BEGIN

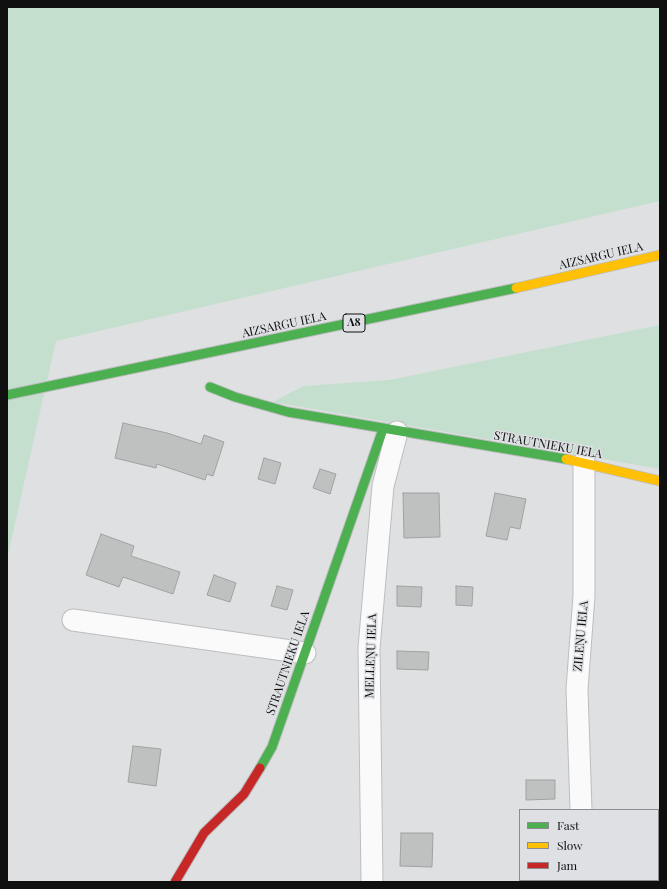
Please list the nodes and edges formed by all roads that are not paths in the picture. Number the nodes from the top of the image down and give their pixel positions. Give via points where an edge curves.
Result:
1 (660, 255) edge
2 (210, 387) dead end
3 (7, 395) edge
4 (390, 431) junction
5 (584, 462) junction
6 (660, 481) edge
7 (73, 620) dead end
8 (304, 653) junction
9 (581, 809) edge
10 (175, 882) edge
11 (372, 882) edge

1 - 3 main road, AIZSARGU IELA / A8 via 436,306
2 - 4 main road, STRAUTNIEKU IELA via 288,412
4 - 5 main road, STRAUTNIEKU IELA
4 - 8 main road, STRAUTNIEKU IELA
4 - 11 street, MELLEŅU IELA via 370,648
5 - 6 main road, STRAUTNIEKU IELA
5 - 9 street, ZILEŅU IELA via 584,596 576,689
7 - 8 street
8 - 10 main road, STRAUTNIEKU IELA via 272,747 244,794 204,833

END

Your answer must be an exact copy of the records above, with every picture left out.

Output of the exercise:
Please list the nodes and edges formed by all roads that are not paths in the picture. Number the nodes from the top of the image down and give their pixel positions. Give via points where an edge curves.
Result:
1 (660, 255) edge
2 (210, 387) dead end
3 (7, 395) edge
4 (390, 431) junction
5 (584, 462) junction
6 (660, 481) edge
7 (73, 620) dead end
8 (304, 653) junction
9 (581, 809) edge
10 (175, 882) edge
11 (372, 882) edge

1 - 3 main road, AIZSARGU IELA / A8 via 436,306
2 - 4 main road, STRAUTNIEKU IELA via 288,412
4 - 5 main road, STRAUTNIEKU IELA
4 - 8 main road, STRAUTNIEKU IELA
4 - 11 street, MELLEŅU IELA via 370,648
5 - 6 main road, STRAUTNIEKU IELA
5 - 9 street, ZILEŅU IELA via 584,596 576,689
7 - 8 street
8 - 10 main road, STRAUTNIEKU IELA via 272,747 244,794 204,833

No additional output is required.